When serious criticism and controversy arose, the story was picked up by creationists. Coyne's review was taken up by intelligent design creationists, and at a seminar presenting the wedge strategy on 13 March 1999, creationist and professor of law Phillip E. Johnson said that the moths "do not sit on tree trunks", "moths had to be glued to the trunks" for pictures and that the experiments were "fraudulent" and a "scam." This led Frack to exchange with intelligent design proponent Jonathan Wells, who conceded that Majerus listed six moths on exposed tree trunks (out of 47), but argued that this was "an insignificant proportion". Wells wrote an essay on the subject, a shortened version of which appeared in The Scientist of 24 May 1999, claiming that "In 25 years of fieldwork, C.A. Clarke and his colleagues found only one peppered moth on a tree trunk", and concluding that "The fact that peppered moths do not normally rest on tree trunks invalidates Kettlewell's experiments".

In 2000 Wells wrote Icons of Evolution, in which he claims, "What the textbooks don't explain, however, is that biologists have known since the 1980s that the classical story has some serious flaws. The most serious is that peppered moths in the wild don't even rest on tree trunks. The textbook photographs, it turns out, have been staged." The arguments were dismissed by Majerus, Cook and Bruce Grant who describes Wells as distorting the picture by selectively omitting or scrambling references in a way that is dishonest. Professional photography to illustrate textbooks uses dead insects because of the considerable difficulty in getting good images of both forms of moth in the same shot. The scientific studies actually consisted of observational data rather than using such photographs. The photographs in Majerus's Melanism: Evolution in Action are unstaged pictures of live moths in the wild, and the photographs of moths on tree-trunks, apart from some slight blurring, look little different from the "staged" photographs. While an experiment did involve the gluing of dead moths to trees, this practice was just one of many different ways used to study different individual elements of the overall hypothesis.

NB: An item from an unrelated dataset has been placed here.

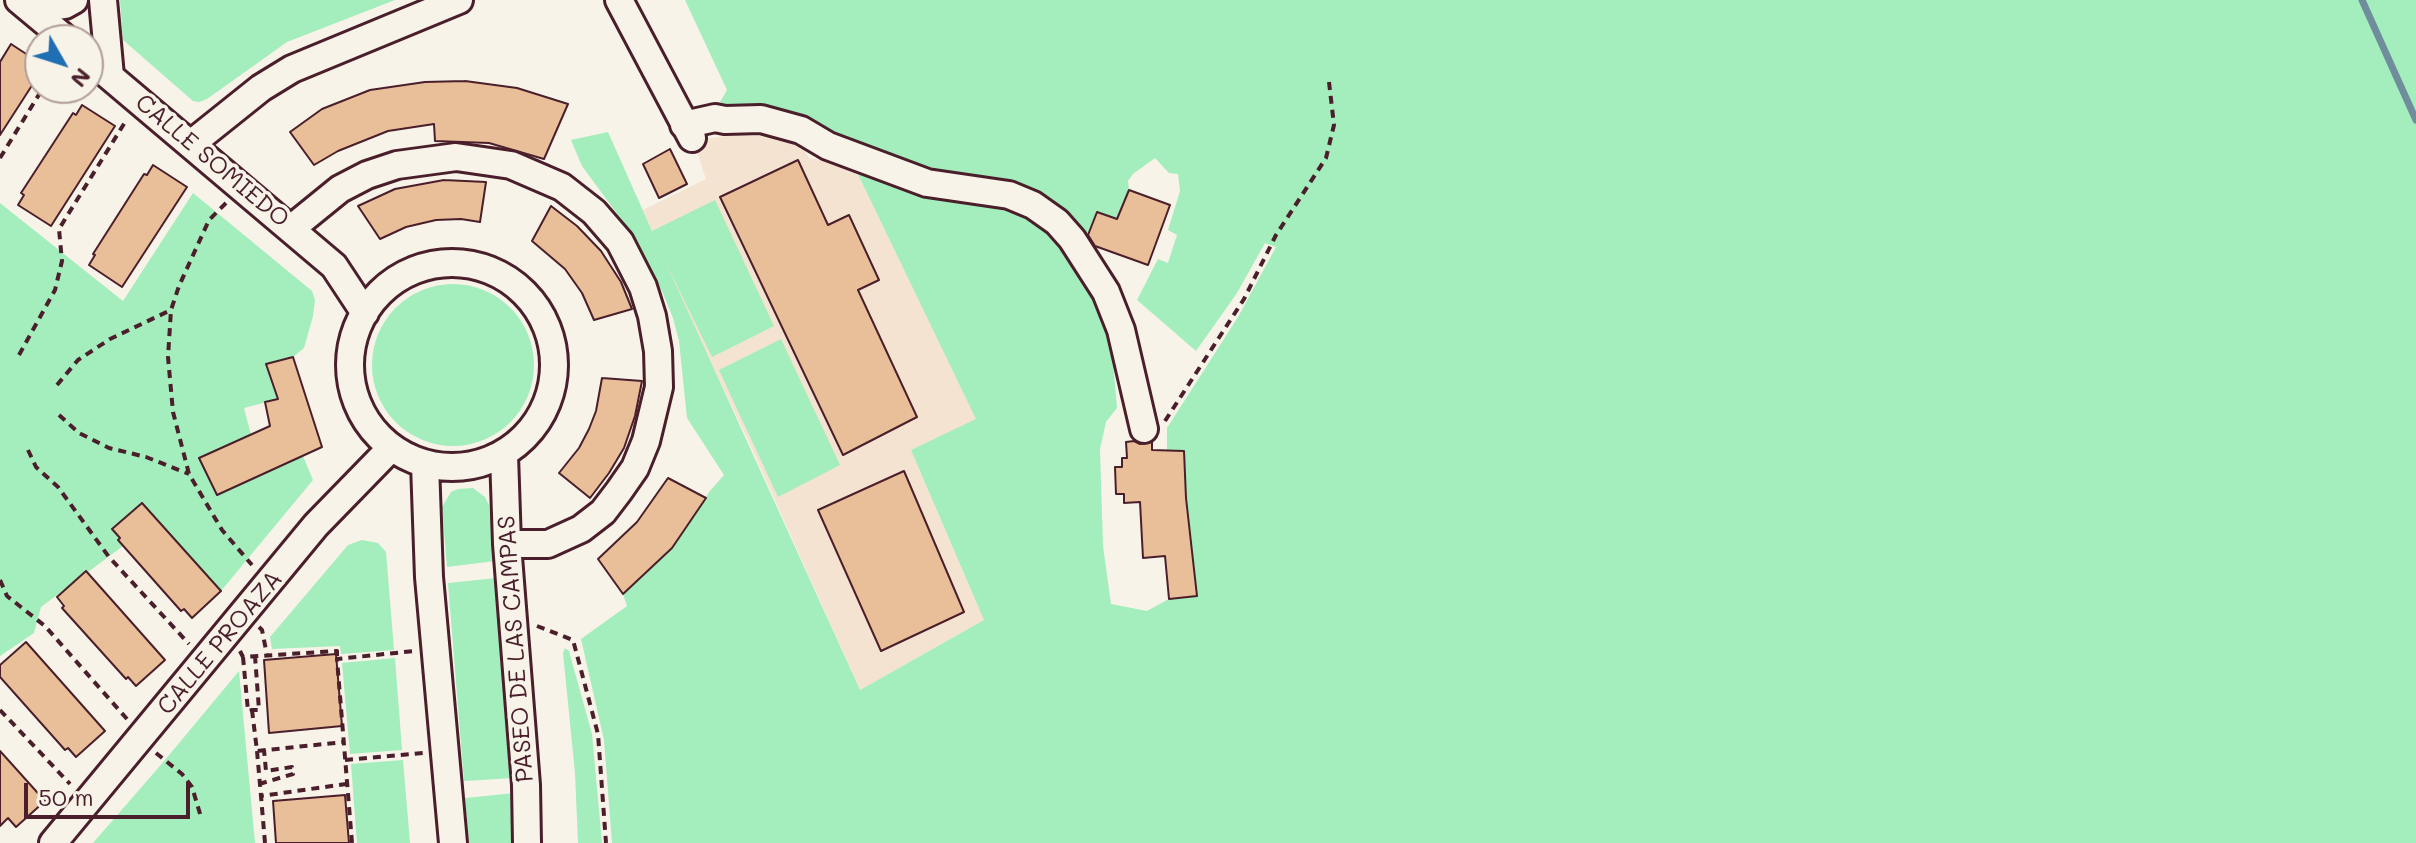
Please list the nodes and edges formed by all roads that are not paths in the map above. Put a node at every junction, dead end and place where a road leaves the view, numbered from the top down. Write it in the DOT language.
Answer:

This particular experiment was not meant to exactly reproduce natural conditions but instead was used to assess how the numbers of moths available (their density) affected the foraging practices of birds.

On 27 November 2000, the school board of Pratt County, Kansas continued efforts to favor intelligent design teaching by requiring the use of alternative resources, such as Of Pandas and People designed by Wells and other ID scholars. (In the book Wells accused Kettlewell's experiment as "fraudulent" and "staged".) Coyne and Grant wrote a letter to The Pratt Tribune in which they defended the moth experiments and revealed the misrepresentations by Wells.